NH Hoteles is looking the most vulnerable of Europe's major listed hoteliers during the current period of economic weakness.
The company's comparatively high leverage is raising concerns with investors and the difficult property market means asset sales are unlikely to come to the rescue soon.
The outlook is so dire, according to analysts at Jeffries International, that their target share price has been halved, from Eu7.00 to Eu3.50. "NH is struggling to absorb the debt from the acquisition of Jolly and the cost of its room development programme," said a note from Jeffries after the results.
The debt / EBITDA ratio is now 4.8 times according to Jeffries, which it said was the highest in the sector and breaching covenants which were at 4.0 times. NH's debt is principally a Eu650m facility agreed last year with no payments due until 2010. However, the company had planned to re-float or sell Sotogrande and this is now off the cards. "Debt level remain a significant and urgent risk," said the Jeffries note.

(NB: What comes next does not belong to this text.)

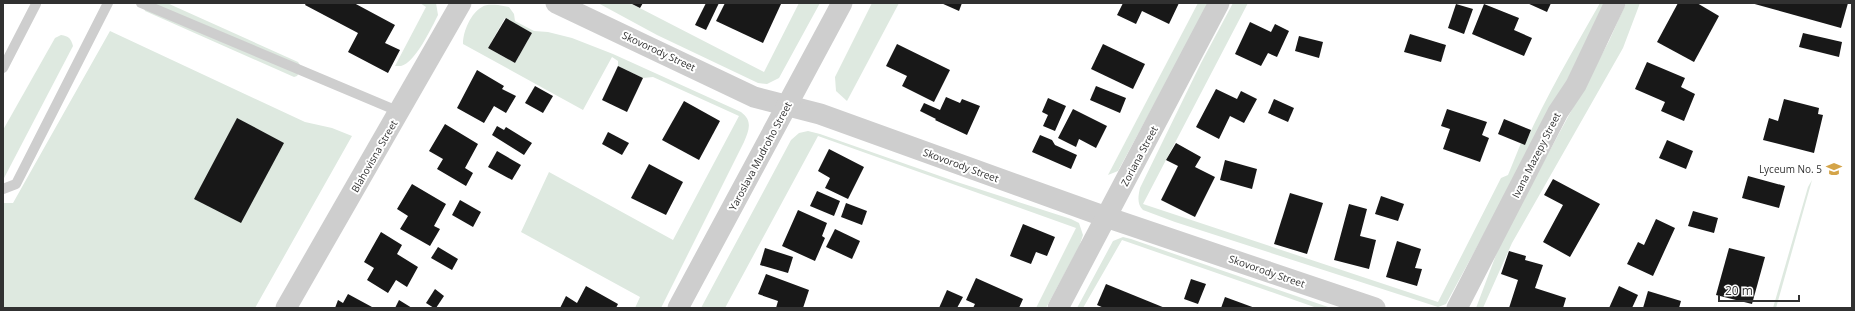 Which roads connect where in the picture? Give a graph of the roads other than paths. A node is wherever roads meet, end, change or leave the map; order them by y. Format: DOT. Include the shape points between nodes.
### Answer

It also warned of greater cash flow concerns as trading worsens. The note commented that trading had already "deteriorated at an alarming rate".
The Jeffries forecast is for a 56% drop in profits for the full year. The problems for NH stem from its predominance of owned and leased hotels (87% of the total) and reliance on the difficult markets of Italy and Spain (63% of rooms in these countries).
The new target price reflects a 7.4 times economic value to EBITDA multiple on the hotels business although the property wing of NH, Sotogrande, had a 50% discount applied to its net asset value, last produced in 2007, as "real estate valuations are not credible in the current climate". This gave a blended EV / EBITDA multiple of 7.0 times for the company as a whole.
NH's results for the first nine months were actually better than its main domestic rival Sol Melia. NH reported total revenue up 1.4% to Eu1.113bn and EBITDA down 11.1% to Eu175.8m. Sol had sales down 3.0% to Eu991.7m and EBITDA down 18.6% to Eu220.8m.
NH broke out numbers by geography that showed Spain and Portugal suffering a 4.13% drop in revpar and Italy a drop of 8.45%.
Sol reported its revpar numbers along brand lines. The Sol brand, which is 100% resort and 100% in Spain, suffered a 5.1% fall in revpar. Tryp, which is all city and 73% in Spain, suffered a 2.3% drop in revpar. The company said that the Tryp properties in Spain were down 3.2%.
In a presentation to investors during October, Sol said that its share price had been hit by: its exposure to Spanish consumers; cyclicality of the hotel industry; and the perception of real estate.
It argued that it had shown resilience in the past and was positioned to weather the current cycle. It had taken a number of actions this year to help it face the current market: cutting capital expenditure by Eu100m with more reductions going forward; controlled costs by leveraging economies of scale at the corporate level and by standardising brands; being flexible in sales and in particular remunerating distributors based on performance; intensifying its credit control.
It estimated that in 2009, price increases with tour operators in Europe had been limited to between 0% and 2%. In the Caribbean prices had gone up 5%. The biggest challenge was the decrease in the length of holidays.
For its city hotels, which are 47% of hotels EBITDA compared to 53% from resorts, limited price increases were expected for corporate accounts and the challenge was a tightening of corporate travel policies.
The inactive property market also meant that there was little comfort to profits there. Last year asset rotation had contributed 9% to group EBITDA.
During the first nine months of this year, net profits at Sol were down41.7% to Eu80.0m from sales down 3.0%. Analysts at Jeffries remarked that this demonstrated "the operational and financial gearing inherent in the owner-operator business model".
Sol said that the fourth quarter is being negatively impacted by the slowdown in business travel. In September alone, revpar in European city hotels was down by 5.8% and Sol said it expected this trend to continue.
CEO Sebastian Escarrer said current conditions would "not allow us to report positive news for our profit and loss account performance for 2008 nor 2009". But he said that having reduced Sol's debt by Eu350m over the three years to 2007, the company was in an "optimal financial position".
Jeffries is forecasting debt of Eu900m at the year end giving a net debt to EBITDA multiple of 3.6 times. The analysts noted that there were no refinancing concerns in the medium term.